Court of Appeals of Idaho
Jul 25, 2024
No. 50522 (Idaho Ct. App. Jul. 25, 2024)

Opinion

50522

07-25-2024

STATE OF IDAHO, Plaintiff-Respondent, v. PRESTON MICHAEL VOTROUBEK, Defendant-Appellant.

Erik R. Lehtinen, State Appellate Public Defender; Jenny C. Swinford, Deputy Appellate Public Defender, Boise, for appellant. Hon. Raúl R. Labrador, Attorney General; John C. McKinney, Deputy Attorney General, Boise, for respondent.


UNPUBLISHED OPINION

Appeal from the District Court of the Fifth Judicial District, State of Idaho, Twin Falls County. Hon. Benjamin J. Cluff, District Judge.

Judgment of conviction and unified sentence of sixteen years with a minimum period of confinement of six years for rape, affirmed.

Erik R. Lehtinen, State Appellate Public Defender; Jenny C. Swinford, Deputy Appellate Public Defender, Boise, for appellant.

Hon. Raúl R. Labrador, Attorney General; John C. McKinney, Deputy Attorney General, Boise, for respondent.

GRATTON, CHIEF JUDGE

Preston Michael Votroubek appeals from the district court's judgment of conviction and sentence for rape. For the reasons set forth below, we affirm.

I.

FACTUAL AND PROCEDURAL BACKGROUND

Law enforcement received a report from the mother of a thirteen-year-old girl (N.S.), stating her daughter was raped at a friend's birthday party. At the party, N.S. consumed alcohol and muscle relaxers, became intoxicated, and went to lie down in her friend's bedroom. N.S.'s memory was incomplete, but she reported Votroubek came into the room, pulled her pants down, she felt a ripping pain, and woke up naked.
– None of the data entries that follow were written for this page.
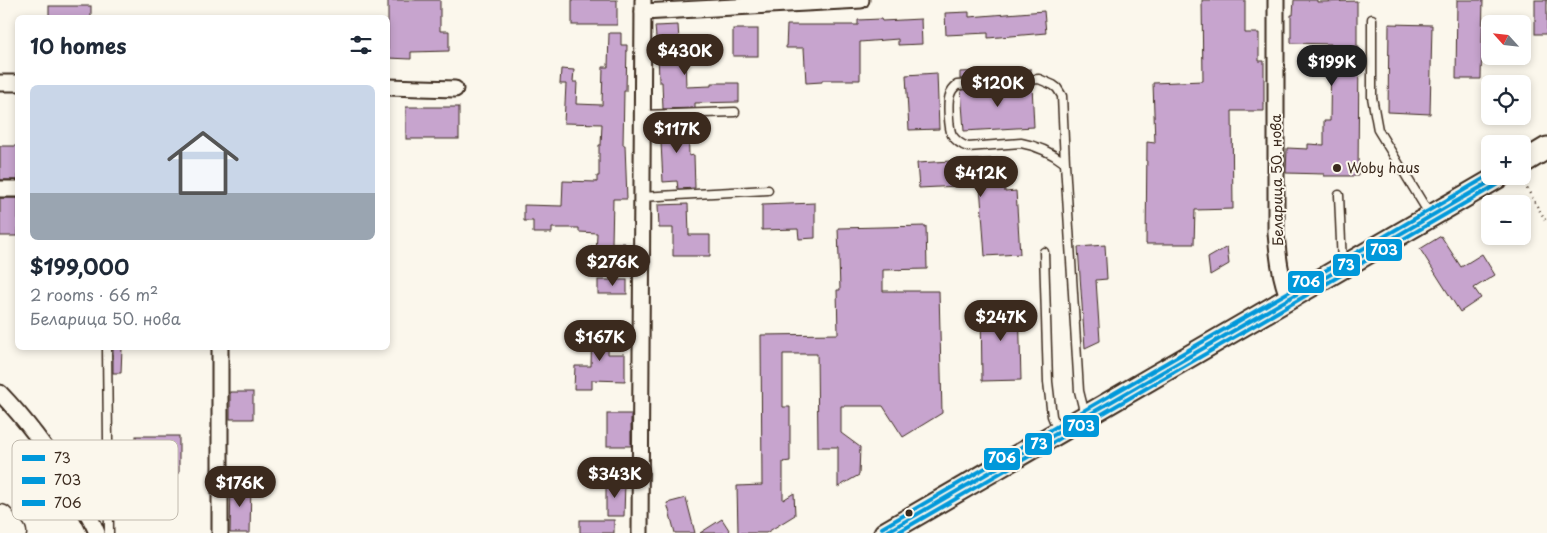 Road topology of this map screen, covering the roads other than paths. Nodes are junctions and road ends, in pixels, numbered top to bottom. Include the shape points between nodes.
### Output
1 (861, 0) edge
2 (1276, 0) edge
3 (643, 6) edge
4 (1372, 19) dead end
5 (0, 83) edge
6 (15, 83) edge
7 (390, 87) edge
8 (455, 89) dead end
9 (735, 112) dead end
10 (643, 115) junction
11 (1547, 148) edge
12 (1531, 158) edge
13 (1065, 163) junction
14 (1485, 185) edge
15 (0, 189) edge
16 (15, 190) edge
17 (768, 190) dead end
18 (1339, 195) dead end
19 (641, 197) junction
20 (1431, 217) junction
21 (1044, 252) dead end
22 (1342, 268) junction
23 (1289, 299) junction
24 (107, 350) edge
25 (220, 350) edge
26 (0, 393) edge
27 (1086, 417) junction
28 (1058, 433) junction
29 (40, 440) edge
30 (108, 440) edge
31 (0, 518) edge
32 (90, 520) edge
33 (109, 520) edge
34 (12, 533) edge
35 (97, 533) edge
36 (109, 533) edge
37 (220, 533) edge
38 (640, 533) edge
39 (885, 533) edge

1 - 3 street
2 - 23 street, Беларица 50. нова via 1276,233 1278,257
3 - 10 street
4 - 20 lane via 1372,97 1378,130
5 - 6 street
7 - 8 street
9 - 10 lane
10 - 19 street
11 - 12 main road
13 - 13 lane via 1062,96 1058,88 1039,79 957,85 950,93 952,134 964,146 1028,144 1044,149
13 - 27 lane via 1079,391
14 - 20 main road
15 - 16 street
17 - 19 lane
18 - 22 lane
19 - 38 street
20 - 22 main road
21 - 28 lane via 1049,401
22 - 23 main road
23 - 27 main road
24 - 30 lane
25 - 37 street
26 - 29 street
27 - 28 main road
28 - 39 main road
31 - 34 highway
32 - 35 street
33 - 36 lane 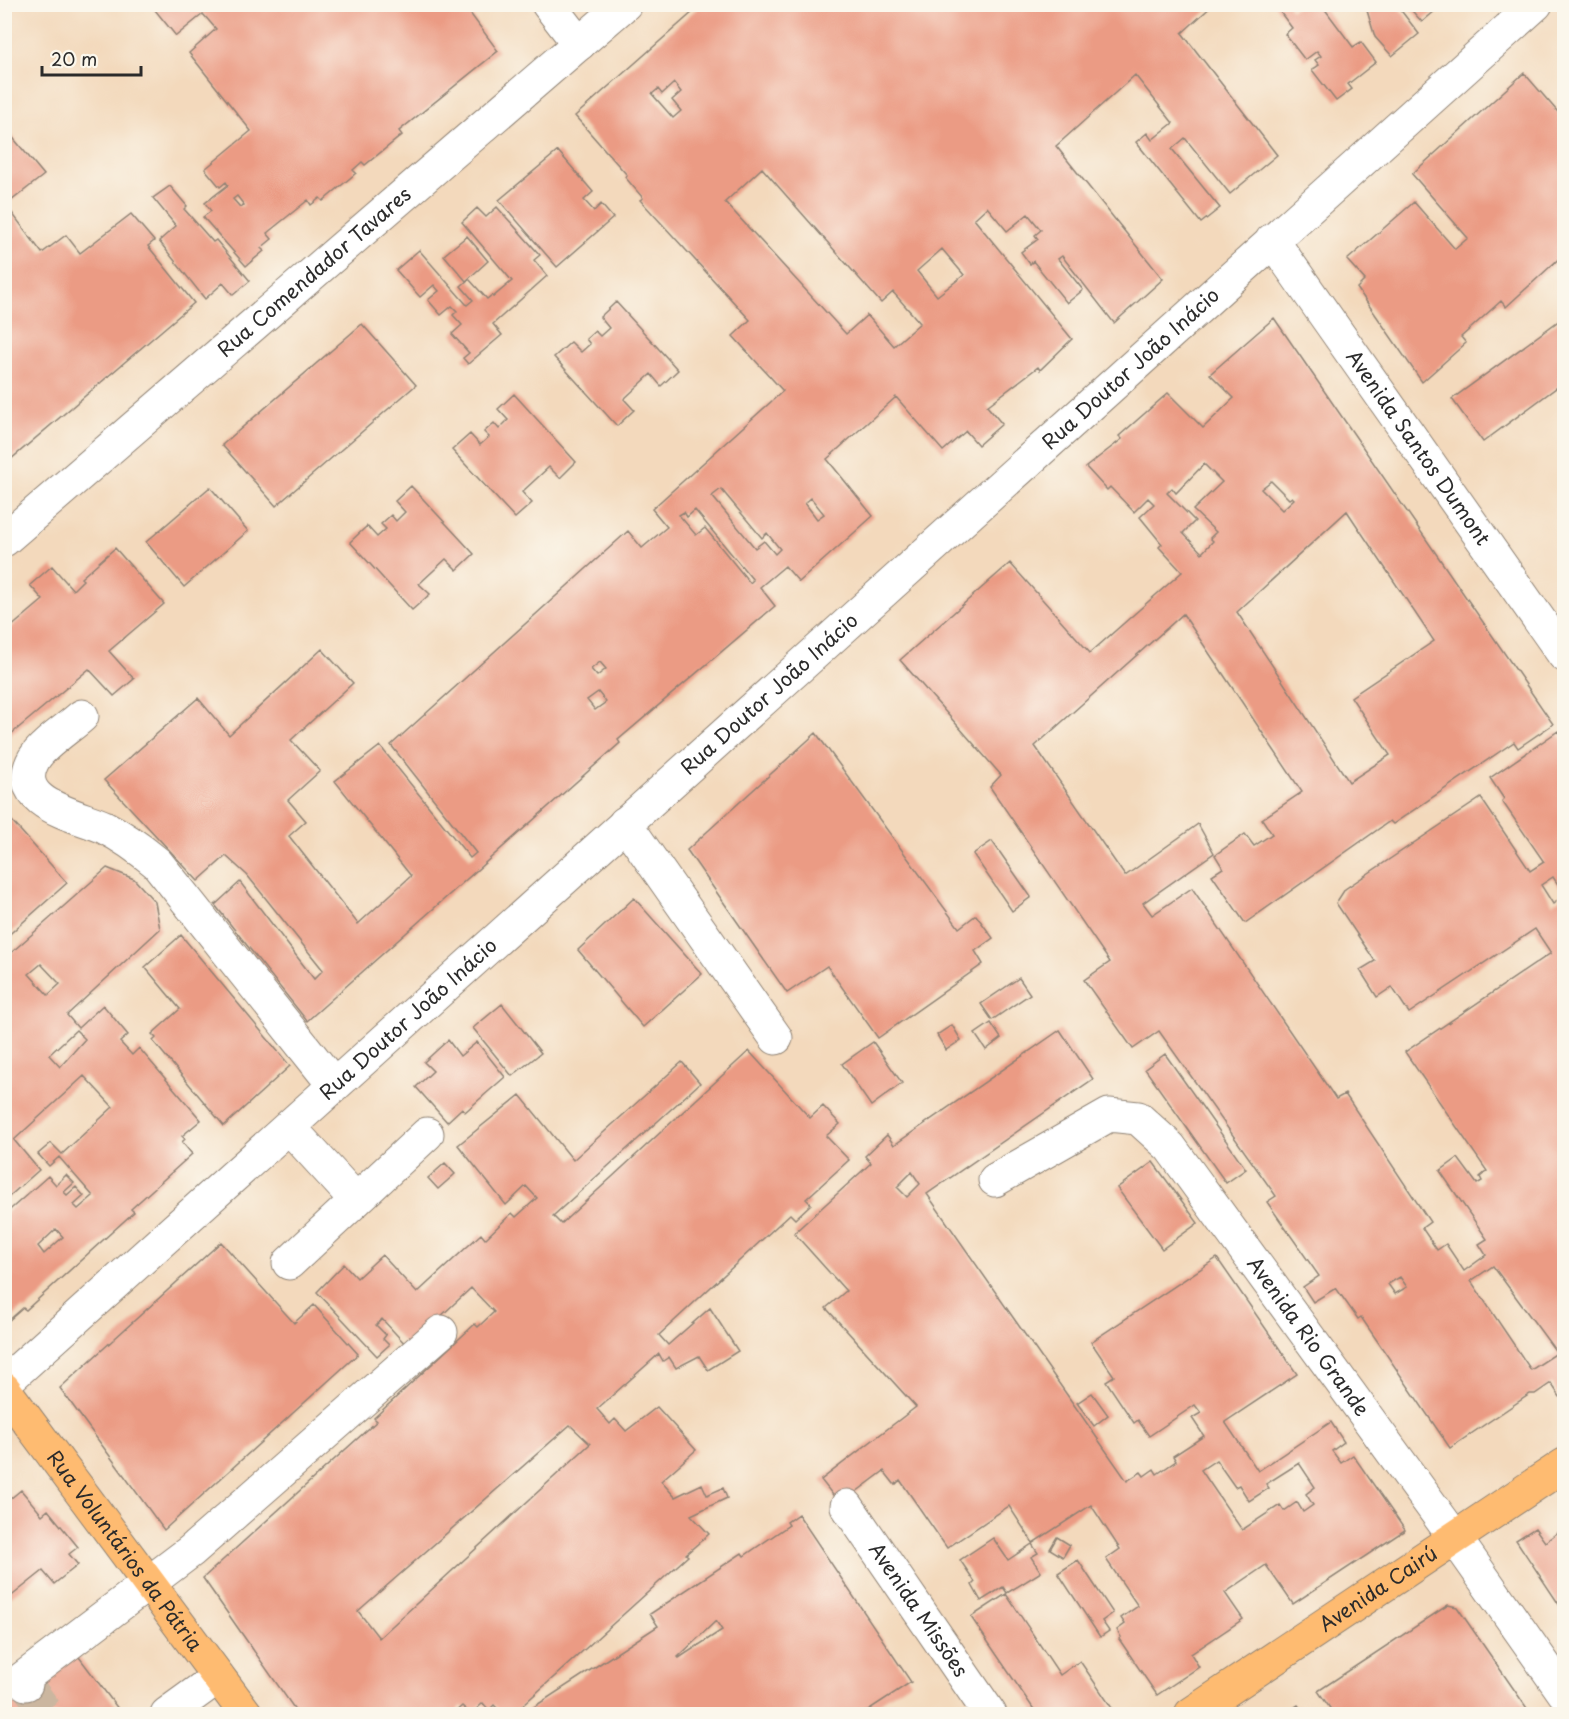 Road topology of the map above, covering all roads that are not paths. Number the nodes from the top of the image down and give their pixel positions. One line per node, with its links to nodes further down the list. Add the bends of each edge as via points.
1 (548, 4): 4 (street)
2 (625, 4): 4 (street, Rua Comendador Tavares)
3 (1536, 4): 5 (street, Rua Doutor João Inácio)
4 (579, 44): 6 (street, Rua Comendador Tavares)
5 (1272, 240): 7 (street, Avenida Santos Dumont); 9 (street, Rua Doutor João Inácio)
6 (4, 540)
7 (1564, 655)
8 (82, 716): 11 (street, via 35,757 29,775 34,792 49,807 102,826 132,842 157,863)
9 (625, 823): 10 (street); 11 (street, Rua Doutor João Inácio)
10 (776, 1038)
11 (334, 1085): 12 (street, Rua Doutor João Inácio)
12 (289, 1127): 15 (street); 18 (street, Rua Doutor João Inácio)
13 (427, 1134): 15 (street)
14 (995, 1180): 22 (street, Avenida Rio Grande, via 1109,1115 1138,1118 1170,1147)
15 (357, 1200): 16 (street)
16 (289, 1263)
17 (441, 1332): 23 (street)
18 (4, 1383)
19 (4, 1389): 23 (main road, Rua Voluntários da Pátria)
20 (1564, 1465): 22 (main road, Avenida Cairú)
21 (847, 1506): 29 (street, Avenida Missões)
22 (1455, 1538): 26 (street, Avenida Rio Grande); 30 (main road, Avenida Cairú)
23 (149, 1584): 24 (main road, Rua Voluntários da Pátria); 25 (street, via 22,1679)
24 (218, 1677): 27 (street); 28 (main road, Rua Voluntários da Pátria)
25 (26, 1684)
26 (1564, 1693)
27 (167, 1714)
28 (246, 1714)
29 (990, 1714)
30 (1191, 1714) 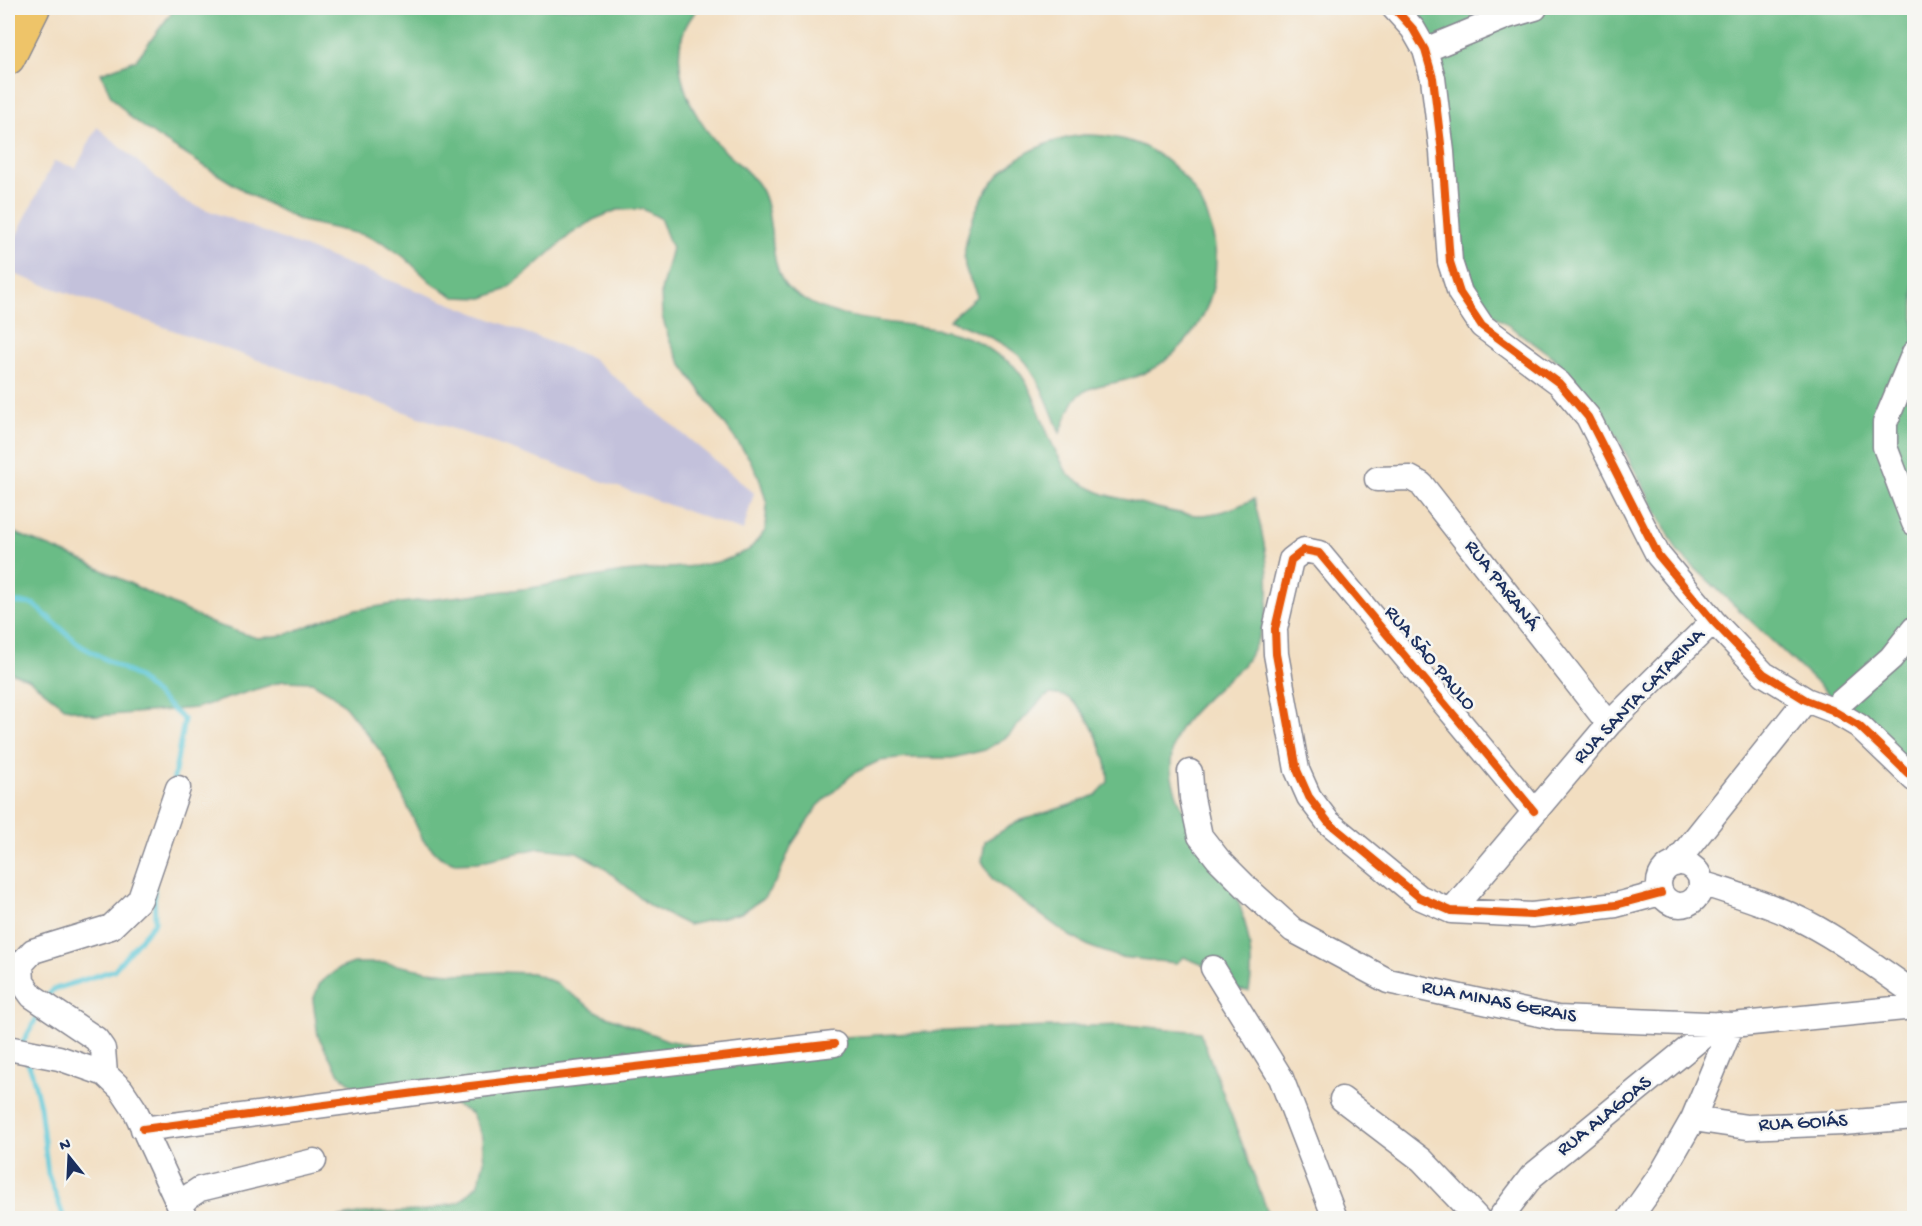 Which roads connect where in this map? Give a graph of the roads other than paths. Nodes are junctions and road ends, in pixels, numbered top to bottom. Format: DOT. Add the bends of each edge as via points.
graph roads {
  1 [pos="33,8"];
  2 [pos="1394,8"];
  3 [pos="1535,8"];
  4 [pos="1425,50"];
  5 [pos="8,58"];
  6 [pos="1914,353"];
  7 [pos="1377,479"];
  8 [pos="1914,523"];
  9 [pos="1713,621"];
  10 [pos="1914,629"];
  11 [pos="1806,700"];
  12 [pos="1832,710"];
  13 [pos="1609,724"];
  14 [pos="1190,772"];
  15 [pos="1914,779"];
  16 [pos="178,788"];
  17 [pos="1534,811"];
  18 [pos="1675,864"];
  19 [pos="1701,883"];
  20 [pos="1661,893"];
  21 [pos="1451,911"];
  22 [pos="1213,968"];
  23 [pos="1914,993"];
  24 [pos="1914,1007"];
  25 [pos="1725,1025"];
  26 [pos="834,1044"];
  27 [pos="8,1048"];
  28 [pos="105,1074"];
  29 [pos="1342,1099"];
  30 [pos="1914,1117"];
  31 [pos="1693,1119"];
  32 [pos="143,1129"];
  33 [pos="314,1161"];
  34 [pos="182,1212"];
  35 [pos="1335,1218"];
  36 [pos="1477,1218"];
  37 [pos="1500,1218"];
  38 [pos="1630,1218"];
  1 -- 5 [label="highway"];
  2 -- 4 [label="street"];
  3 -- 4 [label="street"];
  4 -- 9 [label="street" via="1433,78 1450,262 1460,293 1482,326 1559,382 1588,417 1658,555"];
  6 -- 8 [label="street" via="1885,423 1885,447"];
  7 -- 13 [label="street, RUA PARANÁ" via="1410,478 1421,484"];
  9 -- 11 [label="street" via="1764,674"];
  9 -- 13 [label="street, RUA SANTA CATARINA"];
  10 -- 12 [label="street" via="1891,658"];
  11 -- 12 [label="street"];
  11 -- 18 [label="street"];
  12 -- 15 [label="street" via="1859,726"];
  13 -- 17 [label="street, RUA SANTA CATARINA"];
  14 -- 25 [label="street, RUA MINAS GERAIS" via="1200,836 1218,859 1293,930 1388,981 1557,1018"];
  16 -- 28 [label="street" via="140,899 111,927 33,951 21,964 22,982 32,996 96,1039 103,1049"];
  17 -- 21 [label="street, RUA SANTA CATARINA"];
  17 -- 21 [label="street, RUA SÃO PAULO" via="1319,552 1304,549 1292,560 1275,629 1276,654 1297,770 1309,797 1328,822 1419,897"];
  18 -- 19 [label="street" via="1695,869"];
  18 -- 20 [label="street" via="1663,872"];
  19 -- 20 [label="street" via="1697,896 1686,905 1671,903"];
  19 -- 23 [label="street" via="1794,916"];
  20 -- 21 [label="street" via="1616,905 1532,915"];
  22 -- 35 [label="street" via="1281,1078"];
  24 -- 25 [label="street, RUA MINAS GERAIS"];
  25 -- 31 [label="street"];
  25 -- 37 [label="street, RUA ALAGOAS" via="1532,1176"];
  26 -- 32 [label="street"];
  27 -- 28 [label="street" via="59,1058"];
  28 -- 32 [label="street" via="121,1089"];
  29 -- 36 [label="street" via="1422,1160"];
  30 -- 31 [label="street, RUA GOIÁS" via="1747,1127"];
  31 -- 38 [label="street"];
  32 -- 34 [label="street"];
  33 -- 34 [label="street" via="200,1189 188,1197"];
}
Police questioned another juvenile at the party (C.E.), who stated Votroubek went into the bedroom and C.E. saw N.S. on her side while Votroubek had sex with her.

Police interviewed Votroubek, who was seventeen years old. At first Votroubek only admitted he inserted his finger inside N.S.'s vagina and she touched his penis. The next day, Votroubek called police and admitted having oral and genital sex with N.S. Two days after the phone call, Votroubek went to the police station and admitted he knew N.S. took muscle relaxers and consumed alcohol that night. Votroubek stated while he engaged in sexual conduct with N.S. it seemed like she was falling asleep.

The State charged Votroubek with rape, Idaho Code § 18-6101. During the trial, Votroubek's counsel questioned the detective about the interview tactics and methods used to elicit incriminating statements from Votroubek, suggesting coercion. On re-direct examination, the prosecutor asked the detective, "Did the defendant ever move to exclude his statements?" Votroubek objected but the district court overruled the objection. The jury found Votroubek guilty. The district court imposed a unified sentence of sixteen years with six years determinate. Votroubek appeals.

II.

STANDARD OF REVIEW

The trial court has broad discretion in the admission and exclusion of evidence and its decision to admit evidence will be reversed only when there has been a clear abuse of that discretion. State v. Folk, 162 Idaho 620, 625, 402 P.3d 1073, 1078 (2017). The question of whether evidence is relevant is reviewed de novo, while the decision to admit relevant evidence is reviewed for an abuse of discretion. State v. Garcia, 166 Idaho 661, 669, 462 P.3d 1125, 1133 (2020).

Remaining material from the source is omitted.